For mobile apps (that are typically packaged inside an APK bundle for Android or an IPA bundle for iOS), or documents (such as PDF files) it may be a bit inconvenient to fetch and import the remote builds into the Nix store of the local machine to view or to test them. Therefore, it is also possible to declare build products inside a build job.

For example, I have adapted the buildApp {} functions for Android and iOS apps, shown in my earlier blog posts, to declare the resulting bundle as build product, by appending the following instructions to the build procedure:

mkdir -p $out/nix-support
echo "file binary-dist \"$(echo $out/*.apk)\"" \
    > $out/nix-support/hydra-build-products

The above shell commands adds a nix-support/hydra-build-products file to the resulting package, which is a file that Hydra can parse. The first two columns define the type and subtype for the build product, the third column specifies the path to the build product.

As a result, building an App with Hydra produces the following status page:

As can be observed, the page provides a convenient download link that allows us to download the APK file. Another interesting benefit is that I can use my Android phone to browse to this result page and to install it automatically, saving me a lot of effort. ;)

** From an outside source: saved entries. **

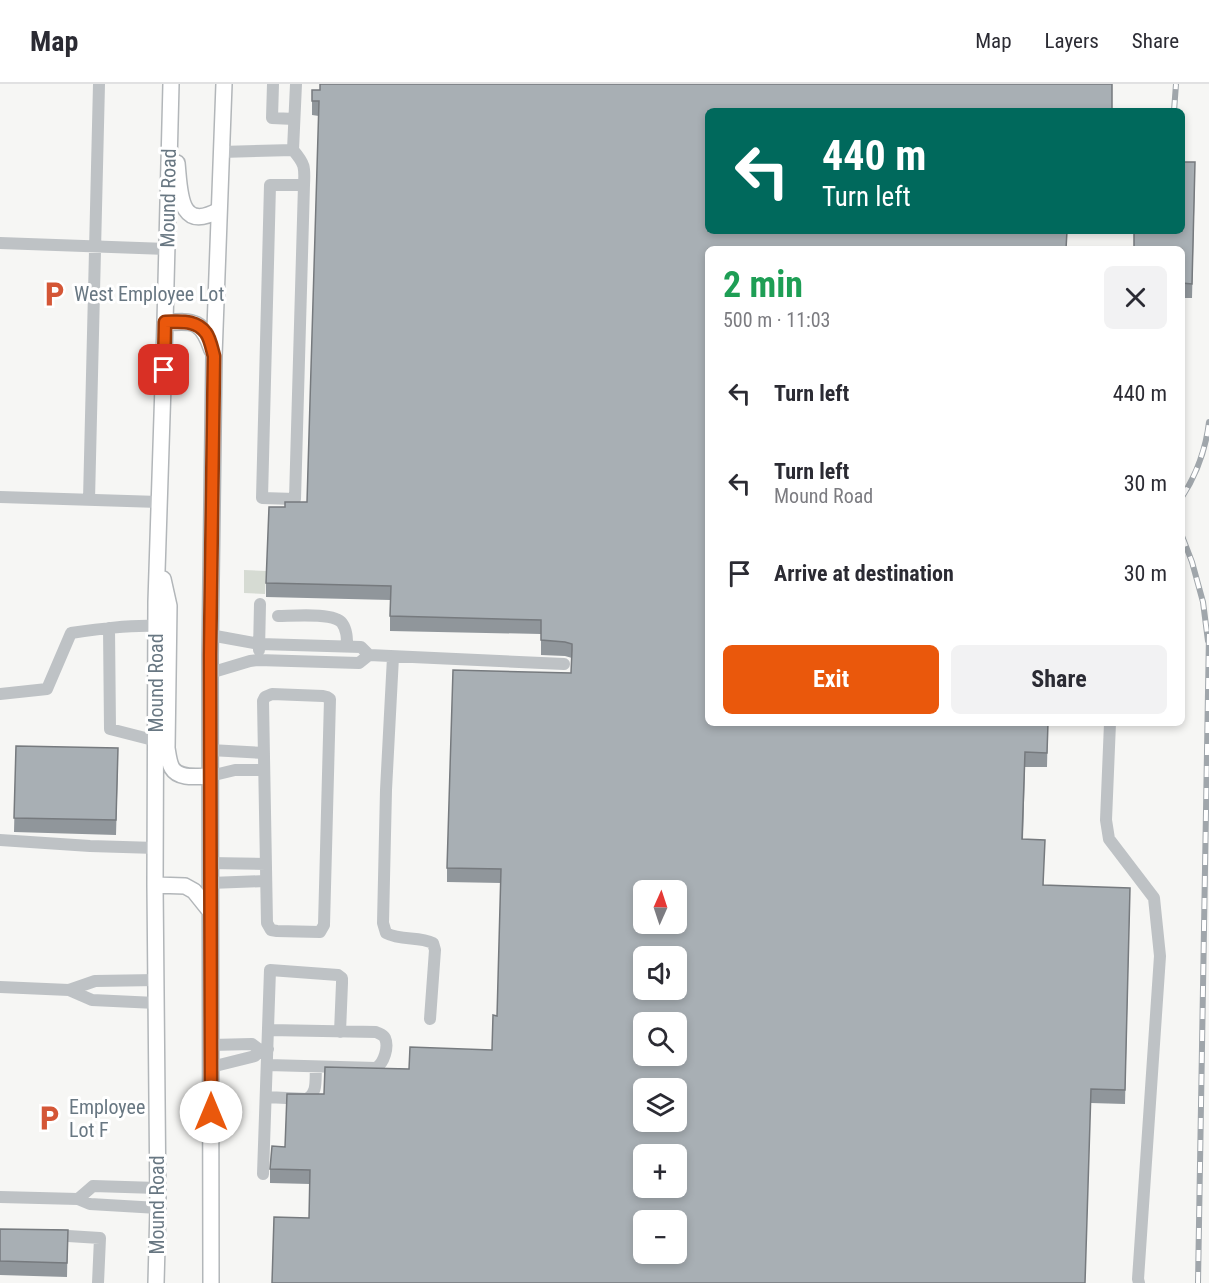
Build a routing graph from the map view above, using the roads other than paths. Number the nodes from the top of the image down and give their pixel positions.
1 (99, 84) edge
2 (171, 84) edge
3 (224, 84) edge
4 (273, 84) edge
5 (296, 84) edge
6 (170, 109) junction
7 (294, 119) junction
8 (292, 150) junction
9 (221, 152) junction
10 (304, 185) junction
11 (219, 210) junction
12 (0, 243) edge
13 (95, 247) junction
14 (167, 249) junction
15 (165, 322) junction
16 (214, 356) junction
17 (0, 497) edge
18 (89, 500) junction
19 (159, 502) junction
20 (158, 556) junction
21 (260, 604) dead end
22 (278, 616) dead end
23 (156, 626) junction
24 (109, 628) junction
25 (210, 635) junction
26 (260, 644) junction
27 (328, 646) junction
28 (347, 646) junction
29 (369, 656) junction
30 (393, 657) junction
31 (258, 660) junction
32 (328, 662) junction
33 (564, 664) dead end
34 (210, 673) junction
35 (0, 694) edge
36 (1110, 726) edge
37 (157, 741) junction
38 (210, 750) junction
39 (264, 753) junction
40 (264, 770) junction
41 (210, 776) junction
42 (0, 840) edge
43 (156, 848) junction
44 (210, 863) junction
45 (266, 864) junction
46 (266, 881) junction
47 (210, 883) junction
48 (155, 885) junction
49 (210, 910) junction
50 (156, 980) junction
51 (0, 987) edge
52 (69, 990) junction
53 (156, 1002) junction
54 (430, 1019) dead end
55 (269, 1030) junction
56 (340, 1032) junction
57 (211, 1045) junction
58 (264, 1049) junction
59 (268, 1065) junction
60 (211, 1067) junction
61 (316, 1067) junction
62 (266, 1097) junction
63 (263, 1174) dead end
64 (157, 1188) junction
65 (0, 1197) edge
66 (78, 1199) junction
67 (158, 1208) junction
68 (44, 1235) edge
69 (99, 1283) edge
70 (156, 1283) edge
71 (211, 1283) edge
72 (1140, 1283) edge

1 - 13 lane
2 - 6 main road, Mound Road
3 - 9 main road
4 - 7 lane
5 - 7 lane
6 - 11 main road
6 - 14 main road, Mound Road
7 - 8 lane
8 - 9 lane
8 - 10 lane
9 - 11 main road
10 - 10 lane
11 - 16 main road
12 - 13 lane
13 - 14 lane
13 - 18 lane
14 - 15 main road, Mound Road
15 - 16 main road
15 - 19 main road, Mound Road
16 - 25 main road
17 - 18 lane
18 - 19 lane
19 - 20 main road, Mound Road
20 - 23 main road, Mound Road
20 - 41 main road
21 - 26 lane
22 - 28 lane
23 - 24 lane
23 - 37 main road, Mound Road
24 - 35 lane
24 - 37 lane
25 - 26 lane
25 - 34 main road
26 - 27 lane
26 - 31 lane
27 - 28 lane
27 - 32 lane
28 - 29 lane
29 - 30 lane
29 - 32 lane
30 - 33 lane
30 - 54 lane
31 - 32 lane
31 - 34 lane
34 - 38 main road
36 - 72 lane
37 - 43 main road, Mound Road
38 - 39 lane
38 - 41 main road
39 - 40 lane
39 - 46 lane
40 - 41 lane
40 - 45 lane
41 - 44 main road
42 - 43 lane
43 - 48 main road, Mound Road
44 - 45 lane
44 - 47 main road
45 - 46 lane
46 - 47 lane
47 - 49 main road
48 - 49 main road
48 - 50 main road, Mound Road
49 - 57 main road
50 - 52 lane
50 - 53 main road, Mound Road
51 - 52 lane
52 - 53 lane
53 - 64 main road, Mound Road
55 - 56 lane
55 - 56 lane
55 - 58 lane
56 - 61 lane
57 - 58 lane
57 - 60 main road
58 - 59 lane
58 - 60 lane
59 - 61 lane
59 - 62 lane
60 - 71 main road
61 - 62 lane
62 - 63 lane
64 - 66 lane
64 - 67 main road, Mound Road
65 - 66 lane
66 - 67 lane
67 - 70 main road, Mound Road
68 - 69 lane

The most powerful mechanism to obtain builds is probably the Nix channel mechanism. Every project and jobset have a channel, which info page can be accessed by selecting the 'Channel' option from the project or jobset menu. The following screenshot shows the Nix channel page for the nix-androidenvtests-master jobset:


The above page displays some instructions that users having the Nix package manager installed must follow. By adding the Nix channel and updating it, the user receives a collection of Nix expressions and a manifest with a list of binaries. By installing a package that's defined in the channel, the Nix package gets downloaded automatically and added to the user's Nix profile.

Experience


We are using Hydra for a short time now at Conference Compass, primarily for producing mobile apps for the Android and iPhone (which is obvious to people that know me). It's already showing us very promising results. To make this possible I'm using the Nix functions that I have described in earlier blog posts.

I have also worked with the Hydra developers to make some small changes to make my life more convenient. I have contributed a patch that allows build products with spaces in them (as this is common for Apps), and I have adapted/fixed the included NixOS configuration module so that Hydra can be conveniently installed in NixOS using a reusable module. I'd like to thank the Hydra developers: Eelco Dolstra, Rob Vermaas, Ludovic Courtès, and Shea Levy for their support.

Conclusion


In this blog post, I have given an incomplete tour of Hydra's features with some examples I care about. Apart from the features that I have described, Hydra has a few more facilities, such as creating views and releases and various management facilities. The main reason for me to write this blog post is to keep the explanation that I have given to my colleagues as a reference.

This blog post describes Hydra from a user/developer perspective, but I also had to deploy a cluster of build machines, which is also interesting to report about. In the next blog post, I will describe what I did to set up a Hydra cluster.

References


For people that are eager to try Hydra: Hydra is part of the Nix project and available as free and open-source software under the GPLv3 license.

There are also a number of publications available about Nix buildfarms. The earliest prototype is described in Eelco Dolstra's PhD thesis. Furthermore, on Eelco's publications page a few papers about the Nix buildfarm can be found.

Another thing that may be interesting to read about is an old blog of me titled: 'Using NixOS for declarative deployment and testing' describing how we can execute distributed system integration tests using NixOS. Hydra can be used to call NixOS' system integration test facilities. In fact, we already do this quite extensively to test the NixOS distribution itself. Moreover, Disnix also has a very comprehensive distributed integration test suite.